Herb Hub: Funded by Big Local Gateshead, Herb Hub is an innovative project working with local communities, to cultivate herbs with recognised benefits on mood and memory. In partnership with Dilston Physic Garden, Herb Hub aims to empower people to improve their wellbeing, through herb horticulture, knowledge and craft.

The exhibition garden design and maintenance is developed in collaboration with the gardeners at Wallington National Trust and Seaton Delaval Hall.

Portrait Photo of artist

Biography

Michael Rakowitz (b. 1973, Long Island, NY) is an Iraqi-American artist based in Chicago, working at the intersection of problem-solving and troublemaking. His work has appeared in venues worldwide including dOCUMENTA (13), P.S.1, MoMA, MassMOCA, Castello di Rivoli Museo d’Arte Contemporanea, Palais de Tokyo, the 16th Biennale of Sydney, the 10th and 14th Istanbul Biennials, Sharjah Biennial 8, Tirana Biennale, National Design Triennial at the Cooper-Hewitt, Transmediale 05, FRONT Triennial in Cleveland, and CURRENT: LA Public Art Triennial.

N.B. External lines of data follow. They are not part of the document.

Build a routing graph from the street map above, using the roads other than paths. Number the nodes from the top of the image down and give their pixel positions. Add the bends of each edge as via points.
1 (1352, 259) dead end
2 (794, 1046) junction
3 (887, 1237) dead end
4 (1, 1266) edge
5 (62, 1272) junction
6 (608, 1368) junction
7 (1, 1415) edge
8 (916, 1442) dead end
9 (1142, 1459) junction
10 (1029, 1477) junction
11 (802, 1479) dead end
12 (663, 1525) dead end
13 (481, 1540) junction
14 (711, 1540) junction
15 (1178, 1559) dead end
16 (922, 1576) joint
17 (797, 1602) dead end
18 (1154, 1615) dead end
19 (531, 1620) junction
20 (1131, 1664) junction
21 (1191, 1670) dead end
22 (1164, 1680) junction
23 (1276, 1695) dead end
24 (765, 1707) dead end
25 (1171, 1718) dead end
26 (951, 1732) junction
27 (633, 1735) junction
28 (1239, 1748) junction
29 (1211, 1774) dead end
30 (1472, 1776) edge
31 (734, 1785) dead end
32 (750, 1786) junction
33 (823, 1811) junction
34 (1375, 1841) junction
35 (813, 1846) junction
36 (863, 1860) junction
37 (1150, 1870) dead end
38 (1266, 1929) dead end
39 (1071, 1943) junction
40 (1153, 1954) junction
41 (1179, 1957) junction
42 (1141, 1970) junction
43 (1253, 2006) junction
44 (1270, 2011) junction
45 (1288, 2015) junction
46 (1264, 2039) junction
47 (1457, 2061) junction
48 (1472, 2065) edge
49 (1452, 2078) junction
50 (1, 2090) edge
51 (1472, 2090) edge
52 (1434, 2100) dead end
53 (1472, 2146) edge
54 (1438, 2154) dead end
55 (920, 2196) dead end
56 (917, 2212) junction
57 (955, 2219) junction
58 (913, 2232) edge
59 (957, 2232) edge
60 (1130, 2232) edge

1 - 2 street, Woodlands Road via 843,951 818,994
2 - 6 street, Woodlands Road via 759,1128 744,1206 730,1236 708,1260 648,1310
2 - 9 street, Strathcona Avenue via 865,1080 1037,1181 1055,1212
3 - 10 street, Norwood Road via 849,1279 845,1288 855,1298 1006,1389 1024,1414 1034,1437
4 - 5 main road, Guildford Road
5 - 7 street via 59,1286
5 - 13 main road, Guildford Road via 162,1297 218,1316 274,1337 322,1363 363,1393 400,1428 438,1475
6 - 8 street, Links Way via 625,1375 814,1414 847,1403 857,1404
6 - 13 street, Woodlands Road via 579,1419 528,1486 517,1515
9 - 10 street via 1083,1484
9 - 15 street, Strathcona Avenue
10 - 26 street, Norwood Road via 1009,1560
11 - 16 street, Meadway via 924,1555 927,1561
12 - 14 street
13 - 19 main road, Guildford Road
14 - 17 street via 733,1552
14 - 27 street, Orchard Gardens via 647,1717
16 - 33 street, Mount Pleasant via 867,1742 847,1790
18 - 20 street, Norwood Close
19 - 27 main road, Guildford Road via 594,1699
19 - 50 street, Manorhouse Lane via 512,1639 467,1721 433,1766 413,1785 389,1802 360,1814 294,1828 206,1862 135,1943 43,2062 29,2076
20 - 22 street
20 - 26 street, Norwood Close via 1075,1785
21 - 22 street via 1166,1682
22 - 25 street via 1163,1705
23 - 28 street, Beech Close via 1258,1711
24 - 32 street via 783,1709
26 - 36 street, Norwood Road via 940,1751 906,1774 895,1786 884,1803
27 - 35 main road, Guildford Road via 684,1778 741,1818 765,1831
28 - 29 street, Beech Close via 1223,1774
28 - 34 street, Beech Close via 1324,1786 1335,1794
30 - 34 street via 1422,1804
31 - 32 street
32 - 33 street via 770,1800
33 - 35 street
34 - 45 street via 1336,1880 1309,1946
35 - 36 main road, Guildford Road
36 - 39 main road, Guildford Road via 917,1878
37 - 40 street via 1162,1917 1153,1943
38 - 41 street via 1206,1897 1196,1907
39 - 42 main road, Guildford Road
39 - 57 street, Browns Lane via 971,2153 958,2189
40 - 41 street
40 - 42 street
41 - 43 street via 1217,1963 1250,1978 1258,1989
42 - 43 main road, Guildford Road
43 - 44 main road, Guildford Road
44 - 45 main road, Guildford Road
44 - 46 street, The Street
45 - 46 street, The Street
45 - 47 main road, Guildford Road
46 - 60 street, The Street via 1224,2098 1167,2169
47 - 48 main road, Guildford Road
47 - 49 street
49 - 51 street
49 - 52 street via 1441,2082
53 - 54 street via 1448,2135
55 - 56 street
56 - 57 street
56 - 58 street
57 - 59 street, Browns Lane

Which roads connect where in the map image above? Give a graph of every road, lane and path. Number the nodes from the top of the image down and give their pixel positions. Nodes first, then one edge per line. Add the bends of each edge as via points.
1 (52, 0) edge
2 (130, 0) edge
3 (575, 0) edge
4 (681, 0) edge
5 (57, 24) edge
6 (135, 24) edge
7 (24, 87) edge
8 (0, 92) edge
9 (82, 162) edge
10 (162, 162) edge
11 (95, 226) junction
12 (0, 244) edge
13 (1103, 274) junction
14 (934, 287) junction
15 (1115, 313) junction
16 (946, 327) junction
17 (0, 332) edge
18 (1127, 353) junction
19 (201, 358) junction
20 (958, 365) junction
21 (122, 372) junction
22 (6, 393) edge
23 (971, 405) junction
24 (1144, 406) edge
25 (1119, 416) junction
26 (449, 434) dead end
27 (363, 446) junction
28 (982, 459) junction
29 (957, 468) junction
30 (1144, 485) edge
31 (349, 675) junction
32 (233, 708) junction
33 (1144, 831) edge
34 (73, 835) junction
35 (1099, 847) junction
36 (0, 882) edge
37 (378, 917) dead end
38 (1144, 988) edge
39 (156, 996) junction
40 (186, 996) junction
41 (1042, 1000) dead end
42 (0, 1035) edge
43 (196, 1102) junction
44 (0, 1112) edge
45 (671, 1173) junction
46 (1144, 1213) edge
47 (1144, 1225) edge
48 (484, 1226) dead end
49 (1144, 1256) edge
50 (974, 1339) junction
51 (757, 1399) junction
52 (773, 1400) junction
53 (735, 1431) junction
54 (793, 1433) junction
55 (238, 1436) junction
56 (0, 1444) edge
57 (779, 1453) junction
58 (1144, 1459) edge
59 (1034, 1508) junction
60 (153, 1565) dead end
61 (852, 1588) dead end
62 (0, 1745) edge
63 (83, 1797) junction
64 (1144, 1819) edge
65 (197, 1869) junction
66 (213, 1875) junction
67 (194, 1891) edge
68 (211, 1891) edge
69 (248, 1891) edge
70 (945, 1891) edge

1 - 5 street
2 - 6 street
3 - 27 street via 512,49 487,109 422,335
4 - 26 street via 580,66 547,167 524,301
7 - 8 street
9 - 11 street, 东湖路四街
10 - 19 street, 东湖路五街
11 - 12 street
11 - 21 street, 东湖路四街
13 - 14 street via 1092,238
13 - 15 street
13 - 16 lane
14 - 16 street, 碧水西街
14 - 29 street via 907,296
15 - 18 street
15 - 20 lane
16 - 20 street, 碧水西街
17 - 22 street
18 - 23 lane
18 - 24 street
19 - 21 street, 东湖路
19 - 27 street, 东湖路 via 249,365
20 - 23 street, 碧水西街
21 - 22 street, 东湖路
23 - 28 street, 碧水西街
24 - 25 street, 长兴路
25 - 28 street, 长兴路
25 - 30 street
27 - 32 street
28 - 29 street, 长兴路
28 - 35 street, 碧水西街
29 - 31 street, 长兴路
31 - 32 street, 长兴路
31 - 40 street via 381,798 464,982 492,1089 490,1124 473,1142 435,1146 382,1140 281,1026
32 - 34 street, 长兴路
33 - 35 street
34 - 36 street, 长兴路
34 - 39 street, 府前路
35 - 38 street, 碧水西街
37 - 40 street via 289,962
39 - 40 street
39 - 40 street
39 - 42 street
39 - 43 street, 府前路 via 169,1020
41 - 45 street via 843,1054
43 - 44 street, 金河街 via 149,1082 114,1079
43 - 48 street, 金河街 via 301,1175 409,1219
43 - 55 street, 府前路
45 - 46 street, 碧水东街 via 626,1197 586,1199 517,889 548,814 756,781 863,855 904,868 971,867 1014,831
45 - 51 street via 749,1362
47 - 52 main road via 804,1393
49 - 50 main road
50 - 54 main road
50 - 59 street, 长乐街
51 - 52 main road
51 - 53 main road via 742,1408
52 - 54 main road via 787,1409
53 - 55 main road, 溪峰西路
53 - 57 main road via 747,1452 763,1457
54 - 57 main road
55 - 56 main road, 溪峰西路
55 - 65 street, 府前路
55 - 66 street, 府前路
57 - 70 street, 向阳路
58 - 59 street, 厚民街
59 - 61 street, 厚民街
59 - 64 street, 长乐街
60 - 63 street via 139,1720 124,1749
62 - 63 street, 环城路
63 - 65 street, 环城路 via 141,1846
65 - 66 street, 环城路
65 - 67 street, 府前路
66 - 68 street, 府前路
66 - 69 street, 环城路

He was awarded the 2018-2020 Fourth Plinth commission in London’s Trafalgar Square. He is the recipient of the 2020 Nasher Prize; the 2018 Herb Alpert Award in the Arts; a 2012 Tiffany Foundation Award; a 2008 Creative Capital Grant; a Sharjah Biennial Jury Award; a 2006 New York Foundation for the Arts Fellowship Grant in Architecture and Environmental Structures; the 2003 Dena Foundation Award, and the 2002 Design 21 Grand Prix from UNESCO.

Solo projects and exhibitions include Creative Time, Tate Modern in London, The Wellin Museum of Art, MCA Chicago, Lombard Freid Gallery and Jane Lombard Gallery in New York, SITE Santa Fe, Galerie Barbara Wien in Berlin, Rhona Hoffman Gallery in Chicago, Malmö Konsthall, Tensta Konsthall, and Kunstraum Innsbruck, and Waterfronts - England’s Creative Coast.